En la edición del 29 de junio de 1972 este periódico les contó a sus lectores sobre la llegada del primer barril de petróleo a Quito. Debe haber sido todo un acontecimiento. Al parecer la ocasión ameritó mucha pompa y circunstancia y la ya clásica trilogía: patria, desfile y dignidad.
Así, EL COMERCIO informó sobre la ceremonia de traslado de los barriles al Colegio Militar Eloy Alfaro de la capital y que “durante el trayecto centenares de personas llenaron pequeños frascos con petróleo, mientras otras empapaban pañuelos, corbatas, papeles o se mojaban las manos con el oro negro”. Y, claro, la crónica sigue: delegaciones de estudiantes, soldados y campesinos acompañaron a los miembros de la Fuerza Terrestre (que custodiaban los barriles). La procesión -según parece- se demoró cerca de dos horas en cruzar Quito “en medio del júbilo y aplausos de los espectadores que se ubicaron a lo largo del recorrido”. (La fuente es el libro “Testigo del siglo” que este periódico publicó en 2006, año de su centenario) .
Cuarenta y tantos años después la circunstancia sigue siendo incómodamente familiar: el barril de petróleo como fetiche, a medio camino entre un talismán y un ídolo. La dependencia casi absoluta del petróleo y, soberanías aparte, de su precio en el mercado internacional.

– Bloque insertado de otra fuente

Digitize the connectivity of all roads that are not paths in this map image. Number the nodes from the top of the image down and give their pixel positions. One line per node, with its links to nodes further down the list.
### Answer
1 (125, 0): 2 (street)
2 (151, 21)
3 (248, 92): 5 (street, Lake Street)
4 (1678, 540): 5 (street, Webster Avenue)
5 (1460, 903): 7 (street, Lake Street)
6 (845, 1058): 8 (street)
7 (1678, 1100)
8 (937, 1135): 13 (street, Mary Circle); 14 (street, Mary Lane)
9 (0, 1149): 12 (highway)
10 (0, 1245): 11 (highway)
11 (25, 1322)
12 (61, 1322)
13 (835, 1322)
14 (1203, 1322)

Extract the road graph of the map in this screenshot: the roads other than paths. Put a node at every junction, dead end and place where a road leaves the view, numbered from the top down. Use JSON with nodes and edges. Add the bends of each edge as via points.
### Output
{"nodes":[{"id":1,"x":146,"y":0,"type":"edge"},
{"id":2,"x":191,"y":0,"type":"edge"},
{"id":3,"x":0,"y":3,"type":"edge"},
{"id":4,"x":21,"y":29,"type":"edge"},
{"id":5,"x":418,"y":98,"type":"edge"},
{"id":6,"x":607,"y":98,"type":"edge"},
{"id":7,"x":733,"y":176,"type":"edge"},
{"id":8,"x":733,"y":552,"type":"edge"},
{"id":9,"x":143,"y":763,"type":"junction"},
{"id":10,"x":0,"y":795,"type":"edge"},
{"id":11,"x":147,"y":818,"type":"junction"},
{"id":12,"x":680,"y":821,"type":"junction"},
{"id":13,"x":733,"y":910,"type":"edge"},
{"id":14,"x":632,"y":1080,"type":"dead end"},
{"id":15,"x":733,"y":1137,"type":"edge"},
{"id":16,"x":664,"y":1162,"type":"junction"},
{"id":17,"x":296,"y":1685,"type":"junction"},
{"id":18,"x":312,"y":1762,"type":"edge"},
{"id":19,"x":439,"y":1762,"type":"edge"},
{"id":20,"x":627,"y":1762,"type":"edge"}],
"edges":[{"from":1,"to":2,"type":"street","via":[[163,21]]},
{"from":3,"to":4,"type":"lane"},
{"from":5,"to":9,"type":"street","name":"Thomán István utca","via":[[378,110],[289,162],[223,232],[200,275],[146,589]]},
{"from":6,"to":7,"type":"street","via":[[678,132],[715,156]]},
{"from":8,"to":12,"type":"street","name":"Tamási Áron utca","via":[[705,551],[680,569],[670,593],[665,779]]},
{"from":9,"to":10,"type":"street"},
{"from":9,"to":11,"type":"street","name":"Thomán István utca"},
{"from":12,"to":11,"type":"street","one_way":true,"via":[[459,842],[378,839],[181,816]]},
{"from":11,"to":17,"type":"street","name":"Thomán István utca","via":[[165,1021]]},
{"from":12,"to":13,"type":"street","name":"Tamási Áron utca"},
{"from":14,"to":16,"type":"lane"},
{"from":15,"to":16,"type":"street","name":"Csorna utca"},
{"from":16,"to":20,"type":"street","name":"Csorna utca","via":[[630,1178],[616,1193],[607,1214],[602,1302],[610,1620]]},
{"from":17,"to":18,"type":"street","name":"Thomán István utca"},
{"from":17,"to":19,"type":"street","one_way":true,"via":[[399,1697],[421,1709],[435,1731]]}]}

La República del Ecuador, a mucha honra fundada en 1830, parece que ha sido, es y será un país petrolero. Cuarenta y tantos años después la escena invita a que nos rasquemos la cabeza y nos preguntemos si esta obstinada insistencia en el modelo petrolero no es una contradicción flagrante con la anunciada revolución en marcha. ¿Qué hay de revolucionario en renovar la hipoteca abierta hidrocarburífera, a contrapelo del discurso, en absoluta negación del “proyecto”? ¿Qué hay de progresista en perpetuar nuestro anclaje al crudo? Más bien la profundización de la economía petrolera abona en favor de quienes argumentan que aquí no hay revolución: lo que existe es, más bien, regresión, el blindaje y la restauración de lo que -se cree- son nuestros valores más fundamentales. No hay que ser muy inteligente para darse cuenta de que, detrás de los decorados teatrales, a pesar de la propaganda y sin perjuicio de los discursos, acá hay un régimen profundamente conservador y tradicional.
Tampoco hay nada muy novedoso que digamos en materia de resguardo y prolongación del poder: todavía aplican los viejos preceptos de divide y conquistarás, no hay mejor argumento que una buena turba y más garrote que zanahoria. Es la reedición (muchas veces calcada y rejuvenecida) de los ya clásicos modelos absorbentes, aunque con un toque contemporáneo y refrendados de vez en cuando en las urnas. Es la reiteración (aunque a veces la amnesia nos ronde) de los añejos modelos de un Gobierno fuerte que impone el orden, con la renovación de la suscripción al ya conocido aroma de petróleo. Vayan sacándole brillo a sus barriles.